For the derivation of minimum expected-cost operating point, the decision tree as shown in Figure 2 is adopted. Here, the tree is evaluated from the right hand side to the left. For instance, if the cost ratio C equals 1000, this means that it could be a thousand times more expensive to fail in response to an intrusion than to respond to no intrusion. Assume also that the base rate (probability of intrusion) were 6.52 × 10⁻⁵ as in [5].

From Figure 5, the maximum C_ID for IDS₁ occurs at α = 0.0003, with a C_ID value of 0.4557. The minimum corresponding cost occurs at α = 0.0003, with an expected cost of 0.0211. Hence, the optimal operating point for IDS₁ is 0.4557, 0.0211.

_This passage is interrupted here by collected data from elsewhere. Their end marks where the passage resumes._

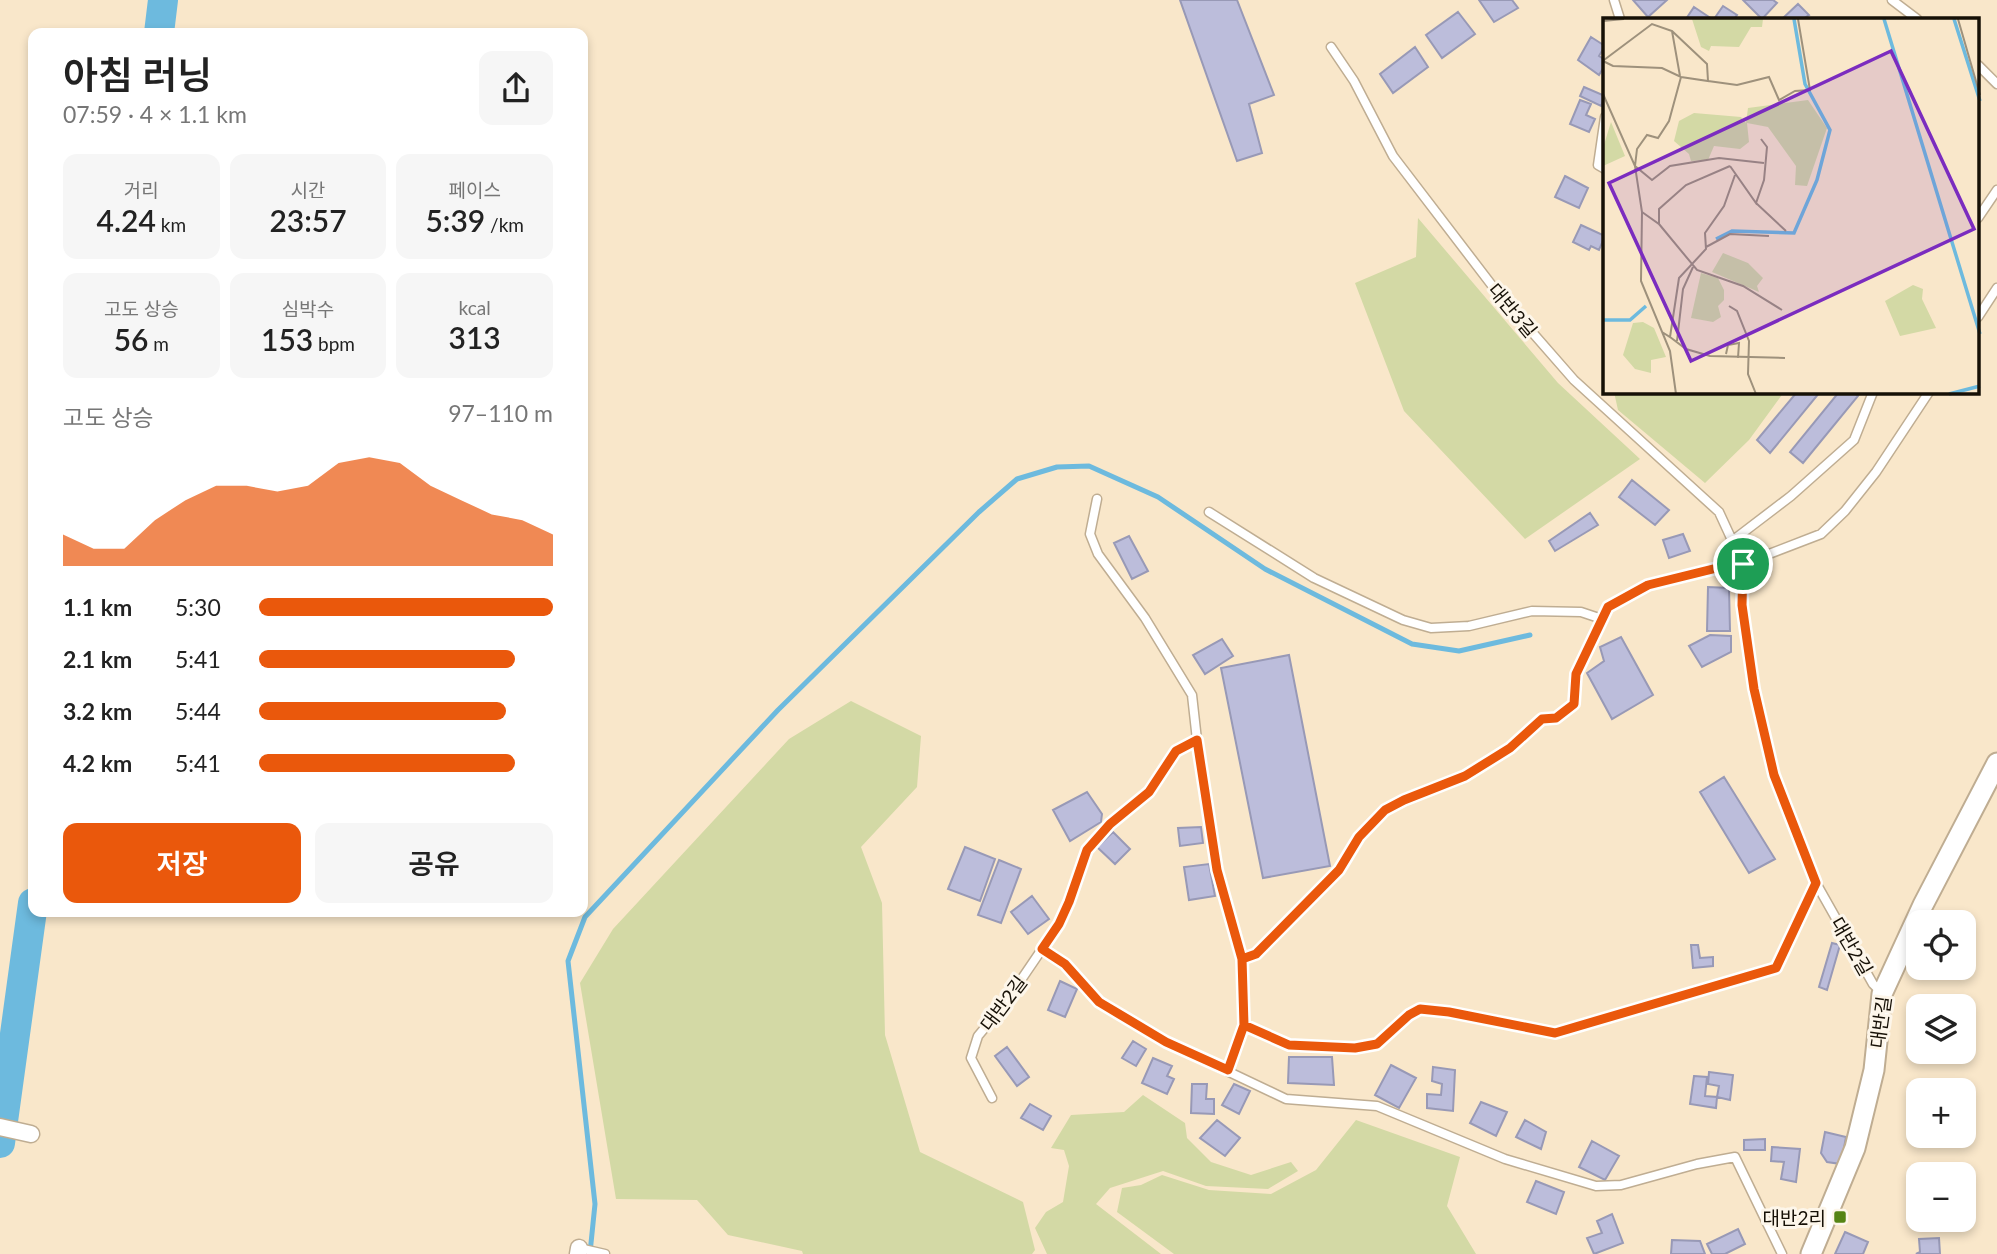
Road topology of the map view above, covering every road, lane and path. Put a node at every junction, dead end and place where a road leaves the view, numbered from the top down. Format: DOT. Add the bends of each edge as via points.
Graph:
graph roads {
  1 [pos="1614,0"];
  2 [pos="1892,0"];
  3 [pos="1620,18"];
  4 [pos="1916,18"];
  5 [pos="1331,47"];
  6 [pos="1980,67"];
  7 [pos="1997,84"];
  8 [pos="1603,131"];
  9 [pos="1603,168"];
  10 [pos="1997,190"];
  11 [pos="1980,215"];
  12 [pos="1997,288"];
  13 [pos="1980,314"];
  14 [pos="1872,394"];
  15 [pos="1928,394"];
  16 [pos="1097,499"];
  17 [pos="1209,512"];
  18 [pos="1732,541"];
  19 [pos="1743,564"];
  20 [pos="1602,619"];
  21 [pos="1197,740"];
  22 [pos="1997,763"];
  23 [pos="1816,883"];
  24 [pos="1042,949"];
  25 [pos="1242,959"];
  26 [pos="1882,994"];
  27 [pos="1244,1025"];
  28 [pos="1228,1070"];
  29 [pos="992,1098"];
  30 [pos="0,1127"];
  31 [pos="31,1134"];
  32 [pos="579,1251"];
  33 [pos="605,1254"];
  34 [pos="1782,1254"];
  35 [pos="1811,1254"];
  1 -- 3 [label="lane"];
  2 -- 4 [label="lane"];
  5 -- 18 [label="lane, 대반3길" via="1393,156 1497,292 1574,380 1718,512"];
  6 -- 7 [label="lane"];
  8 -- 9 [label="lane" via="1598,165"];
  10 -- 11 [label="lane"];
  12 -- 13 [label="lane"];
  14 -- 18 [label="lane" via="1854,440"];
  15 -- 19 [label="lane" via="1845,512 1821,534"];
  16 -- 21 [label="lane" via="1090,534 1098,554 1145,618 1192,695"];
  17 -- 20 [label="lane" via="1314,578 1431,628 1469,626 1532,611 1581,612"];
  18 -- 19 [label="lane, 대반3길"];
  19 -- 20 [label="lane" via="1648,585 1608,607"];
  19 -- 23 [label="lane, 대반3길" via="1742,605 1754,689 1774,775"];
  20 -- 25 [label="lane" via="1576,674 1574,704 1556,718 1542,719 1510,748 1465,776 1385,810 1359,837 1339,870 1256,954"];
  21 -- 24 [label="lane, 대반2길" via="1176,751 1149,792 1087,850 1059,924"];
  21 -- 25 [label="lane" via="1217,870"];
  22 -- 26 [label="street, 대반길"];
  23 -- 26 [label="lane, 대반2길"];
  23 -- 27 [label="lane, 대반2길" via="1776,968 1555,1033 1420,1009 1377,1044 1355,1048 1289,1045"];
  24 -- 28 [label="lane" via="1065,964 1099,1002 1166,1042"];
  24 -- 29 [label="lane, 대반2길" via="978,1036 971,1058"];
  25 -- 27 [label="lane"];
  26 -- 35 [label="street, 대반길" via="1874,1070 1855,1148"];
  27 -- 28 [label="lane"];
  28 -- 34 [label="lane" via="1286,1099 1377,1106 1505,1159 1596,1186 1622,1185 1735,1157"];
  30 -- 31 [label="street"];
  32 -- 33 [label="lane"];
}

From Figure 6, the maximum C_ID for IDS₁ occurs at α = 0.0010, with a C_ID value of 0.2403. The minimum corresponding cost occurs at α = 0.0010, with an expected cost of 0.0355. Thus, the optimal operating point for IDS₂ is 0.2403, 0.0355.

A comparative analysis of IDS₁ and IDS₂ is as shown in Table 2.

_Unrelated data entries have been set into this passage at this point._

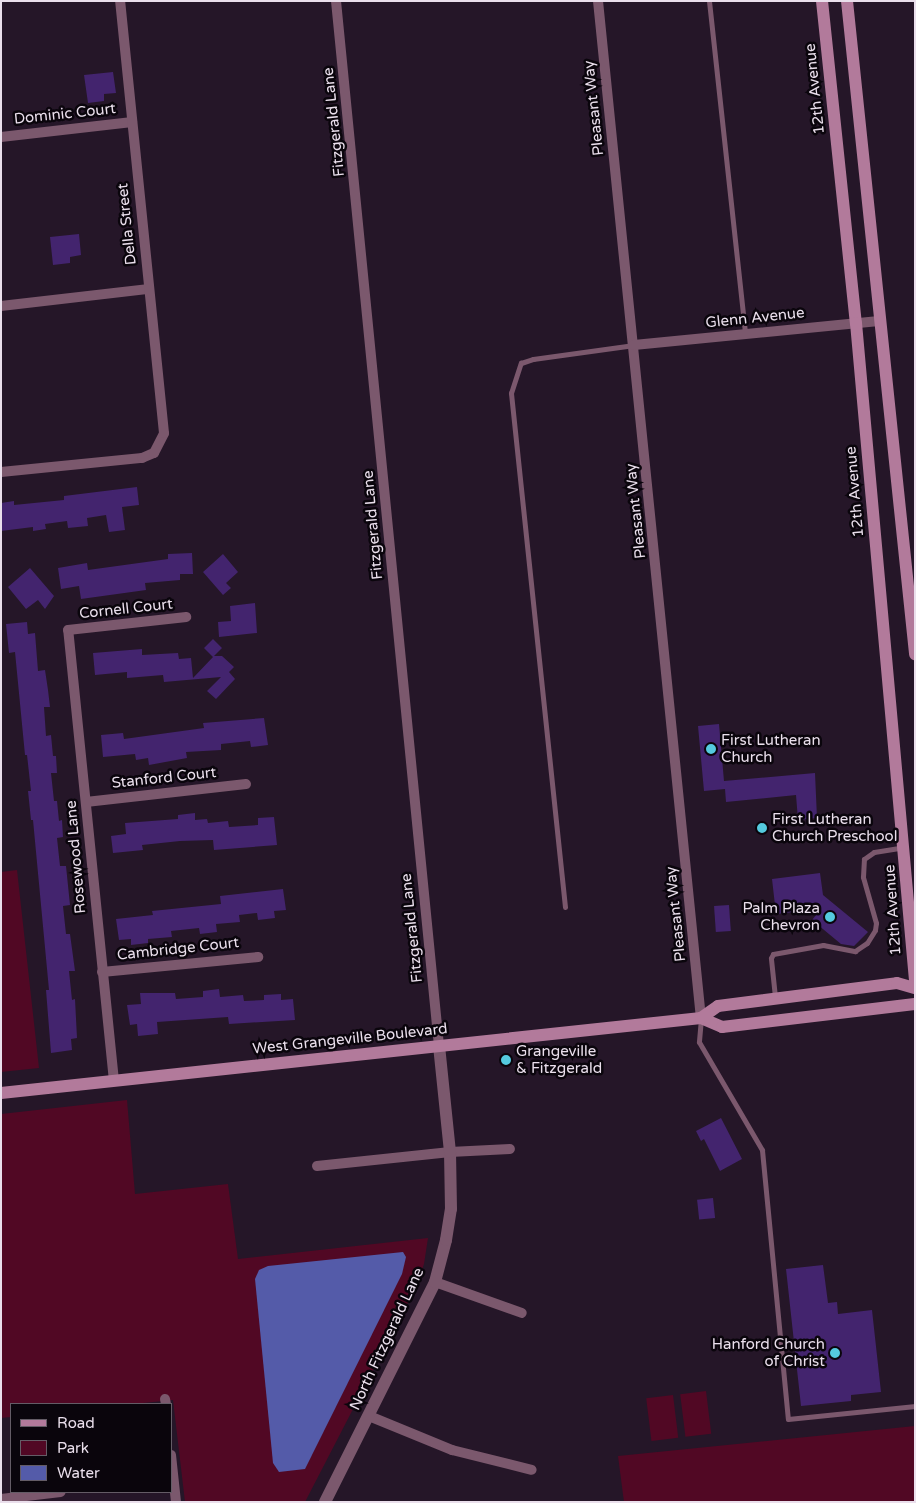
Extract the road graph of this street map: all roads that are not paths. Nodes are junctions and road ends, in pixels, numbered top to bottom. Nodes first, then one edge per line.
1 (120, 1) edge
2 (336, 1) edge
3 (598, 1) edge
4 (710, 1) edge
5 (822, 1) edge
6 (847, 1) edge
7 (132, 122) junction
8 (1, 136) edge
9 (149, 289) junction
10 (1, 306) edge
11 (879, 320) junction
12 (856, 323) junction
13 (746, 334) junction
14 (634, 345) junction
15 (1, 472) edge
16 (186, 618) dead end
17 (68, 630) joint
18 (915, 654) edge
19 (246, 784) dead end
20 (86, 802) junction
21 (904, 847) junction
22 (565, 907) dead end
23 (258, 957) dead end
24 (102, 972) junction
25 (915, 980) edge
26 (915, 988) edge
27 (775, 999) junction
28 (915, 1004) edge
29 (702, 1018) junction
30 (439, 1045) junction
31 (114, 1081) junction
32 (1, 1093) edge
33 (510, 1149) dead end
34 (450, 1152) junction
35 (317, 1166) dead end
36 (435, 1282) junction
37 (522, 1313) dead end
38 (915, 1406) edge
39 (369, 1416) junction
40 (532, 1470) dead end
41 (172, 1479) edge
42 (51, 1493) edge
43 (1, 1498) edge
44 (176, 1502) edge
45 (325, 1502) edge

1 - 7 street, Della Street
2 - 30 street, Fitzgerald Lane
3 - 14 street, Pleasant Way
4 - 13 lane
5 - 12 main road, 12th Avenue
6 - 11 main road
7 - 8 street, Dominic Court
7 - 9 street, Della Street
9 - 10 street
9 - 15 street, Della Street
11 - 12 street, Glenn Avenue
11 - 18 main road
12 - 13 street, Glenn Avenue
12 - 21 main road, 12th Avenue
13 - 14 street, Glenn Avenue
14 - 22 lane
14 - 29 street, Pleasant Way
16 - 17 street, Cornell Court
17 - 20 street, Rosewood Lane
19 - 20 street, Stanford Court
20 - 24 street, Rosewood Lane
21 - 25 main road, 12th Avenue
21 - 27 lane
23 - 24 street, Cambridge Court
24 - 31 street, Rosewood Lane
26 - 27 main road, West Grangeville Boulevard
27 - 29 main road, West Grangeville Boulevard
28 - 29 main road, West Grangeville Boulevard
29 - 30 main road, West Grangeville Boulevard
29 - 38 lane
30 - 31 main road, West Grangeville Boulevard
30 - 34 street, North Fitzgerald Lane
31 - 32 main road, West Grangeville Boulevard
33 - 34 street
34 - 35 street
34 - 36 street, North Fitzgerald Lane
36 - 37 street
36 - 39 street, North Fitzgerald Lane
39 - 40 street
39 - 45 street, North Fitzgerald Lane
41 - 44 street
42 - 43 street

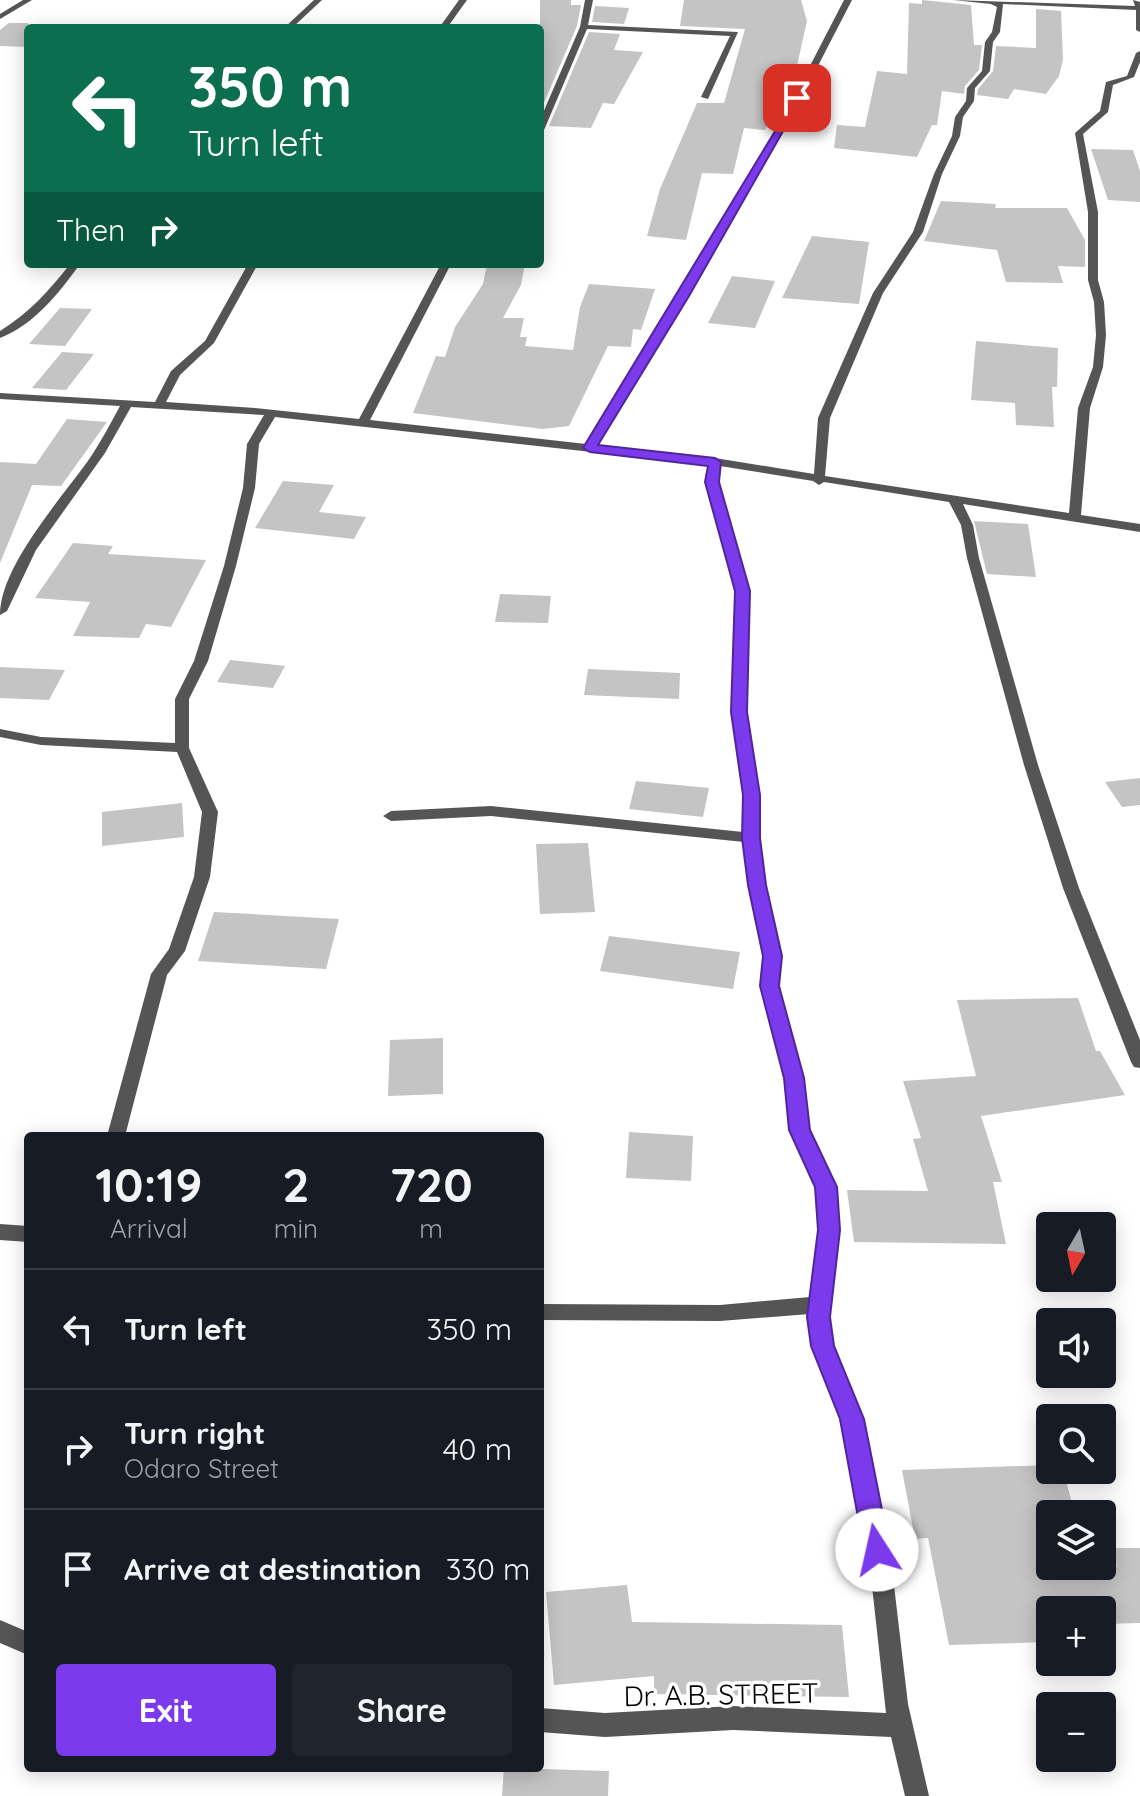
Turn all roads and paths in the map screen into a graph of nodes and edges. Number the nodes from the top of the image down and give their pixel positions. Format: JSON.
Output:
{"nodes":[{"id":1,"x":28,"y":0,"type":"edge"},
{"id":2,"x":318,"y":0,"type":"edge"},
{"id":3,"x":463,"y":0,"type":"edge"},
{"id":4,"x":589,"y":0,"type":"edge"},
{"id":5,"x":848,"y":0,"type":"edge"},
{"id":6,"x":957,"y":0,"type":"edge"},
{"id":7,"x":991,"y":0,"type":"edge"},
{"id":8,"x":1135,"y":0,"type":"edge"},
{"id":9,"x":1140,"y":8,"type":"edge"},
{"id":10,"x":0,"y":17,"type":"edge"},
{"id":11,"x":292,"y":24,"type":"edge"},
{"id":12,"x":446,"y":24,"type":"edge"},
{"id":13,"x":584,"y":27,"type":"junction"},
{"id":14,"x":1140,"y":30,"type":"edge"},
{"id":15,"x":1140,"y":53,"type":"edge"},
{"id":16,"x":705,"y":97,"type":"dead end"},
{"id":17,"x":544,"y":121,"type":"edge"},
{"id":18,"x":72,"y":268,"type":"edge"},
{"id":19,"x":251,"y":268,"type":"edge"},
{"id":20,"x":444,"y":268,"type":"edge"},
{"id":21,"x":0,"y":335,"type":"edge"},
{"id":22,"x":0,"y":396,"type":"edge"},
{"id":23,"x":128,"y":403,"type":"junction"},
{"id":24,"x":159,"y":405,"type":"junction"},
{"id":25,"x":271,"y":413,"type":"junction"},
{"id":26,"x":363,"y":423,"type":"junction"},
{"id":27,"x":590,"y":448,"type":"junction"},
{"id":28,"x":715,"y":462,"type":"junction"},
{"id":29,"x":819,"y":481,"type":"junction"},
{"id":30,"x":955,"y":501,"type":"junction"},
{"id":31,"x":1075,"y":518,"type":"junction"},
{"id":32,"x":1140,"y":528,"type":"edge"},
{"id":33,"x":0,"y":611,"type":"edge"},
{"id":34,"x":0,"y":733,"type":"edge"},
{"id":35,"x":182,"y":748,"type":"junction"},
{"id":36,"x":391,"y":816,"type":"dead end"},
{"id":37,"x":751,"y":838,"type":"junction"},
{"id":38,"x":1140,"y":1062,"type":"edge"},
{"id":39,"x":117,"y":1132,"type":"edge"},
{"id":40,"x":0,"y":1232,"type":"edge"},
{"id":41,"x":24,"y":1234,"type":"edge"},
{"id":42,"x":819,"y":1305,"type":"junction"},
{"id":43,"x":544,"y":1312,"type":"edge"},
{"id":44,"x":0,"y":1631,"type":"edge"},
{"id":45,"x":24,"y":1642,"type":"edge"},
{"id":46,"x":544,"y":1720,"type":"edge"},
{"id":47,"x":902,"y":1726,"type":"junction"},
{"id":48,"x":917,"y":1796,"type":"edge"}],
"edges":[{"from":1,"to":10,"type":"street"},
{"from":2,"to":11,"type":"street"},
{"from":3,"to":12,"type":"street"},
{"from":4,"to":13,"type":"street"},
{"from":5,"to":27,"type":"street"},
{"from":6,"to":7,"type":"street"},
{"from":7,"to":9,"type":"street"},
{"from":7,"to":29,"type":"street"},
{"from":8,"to":9,"type":"street"},
{"from":9,"to":14,"type":"street"},
{"from":13,"to":16,"type":"street"},
{"from":13,"to":17,"type":"street"},
{"from":15,"to":31,"type":"street"},
{"from":18,"to":21,"type":"street"},
{"from":19,"to":24,"type":"street"},
{"from":20,"to":26,"type":"street"},
{"from":22,"to":23,"type":"street"},
{"from":23,"to":24,"type":"street"},
{"from":23,"to":33,"type":"street"},
{"from":24,"to":25,"type":"street"},
{"from":25,"to":26,"type":"street"},
{"from":25,"to":35,"type":"street"},
{"from":26,"to":27,"type":"street"},
{"from":27,"to":28,"type":"street"},
{"from":28,"to":29,"type":"street"},
{"from":28,"to":37,"type":"street"},
{"from":29,"to":30,"type":"street"},
{"from":30,"to":31,"type":"street"},
{"from":30,"to":38,"type":"street"},
{"from":31,"to":32,"type":"street"},
{"from":34,"to":35,"type":"street"},
{"from":35,"to":39,"type":"street"},
{"from":36,"to":37,"type":"street"},
{"from":37,"to":42,"type":"street"},
{"from":40,"to":41,"type":"street"},
{"from":42,"to":43,"type":"street"},
{"from":42,"to":47,"type":"street"},
{"from":44,"to":45,"type":"street"},
{"from":46,"to":47,"type":"street","name":"Dr. A.B. STREET"},
{"from":47,"to":48,"type":"street"}]}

IDS₁ is a better detector with a C_ID of 0.2154 per session higher than the C_ID of IDS₂ and an expected cost of 0.0144 per session less than that of IDS₂. The effect of the various input parameters on C_ID and C_EX is examined.

Ideally, an IDS may not be able to effectively control the base rate but it is a very important factor to be considered when presenting reports on intrusion detection capability because the base rate defines the environment of operation [5]. To study the effect of low base rate on Intrusion Detection capability, C_ID values were computed for different base rate values. The impact of different base rates on C_ID is as shown in Figure 7.

From Figure 7, assuming an IDS whose base rate B = 10⁻⁴, FP = 0.1 and FN = 0.1, In a case where the value of FP is decreased from 0.1 to 0.01, correspondingly, C_ID changes from 0.17 to 0.36. However, if FN is decreased by the same magnitude, the C_ID only changes from about 0.17 to 0.20. This shows that C_ID is more responsive to variations in false positive (FP) than false negative (FN). Hence, for low base rates, reducing FP will improve C_ID more than the same reduction in FN.

The base rate B was fixed and for each value of FP (α), the FN (γ) values were varied and the corresponding C_ID calculated. A plot of False Positives rates against C_ID is shown in Figure 8.

From Figure 8 (B = 0.0001), when FP (α) is increased from 0.01 to 0.02 for γ = 0.01 (a difference of 0.01),C_ID changes from 0.44 to 0.37 (a difference of 0.07). However, when FP changes from 0.01 to 0.03 (a difference of 0.02), C_ID changes from 0.44 to 0.33 (a difference of 0.11). Hence, for low base rate B, little changes in False Positive result in large changes in C_ID as shown in Figure 8.

The base rate B is fixed while for each value of FN, the FP values are varied and the corresponding C_ID calculated. A plot of False Positive rates on against C_ID is as shown in Figure 9.

From Figure 9 (α = 0.001), when FN is increased from 0.1 to 0.2 (a difference of 0.1), C_ID changes from 0.58 to 0.49 (a difference of 0.09). However, when FN changes from 0.1 to 0.15 (a difference of 0.05), C_ID changes from 0.58 to 0.54 (a difference of 0.04). Only large changes in FN will significantly affect C_ID. Hence, for low base rate B, only a large variation of FN (γ) have a significant effect on C_ID as shown in Figure 9.

As pointed out in [1] , the major drawback in the expected cost analysis presented in Section V is that the cost ratio C is chosen subjectively. Thus the effect of cost ratio on the expected cost is examined.

From Figure 10, it is shown that the various plots of C indicate that the sharpest drop in the expected cost is between α = 0.0001 and α = 0.0002. As the FP increases, the expected cost remains fairly constant. This shows that to minimize expected cost, it is imperative that FP (α) is very low. This agrees with

Gu et al. [5] that in realistic IDS operation environment, it can be reasonably assumed that B < α ≪ γ < 1 . Furthermore, Figure 10 implies that for large values of FP, the expected cost remains the same.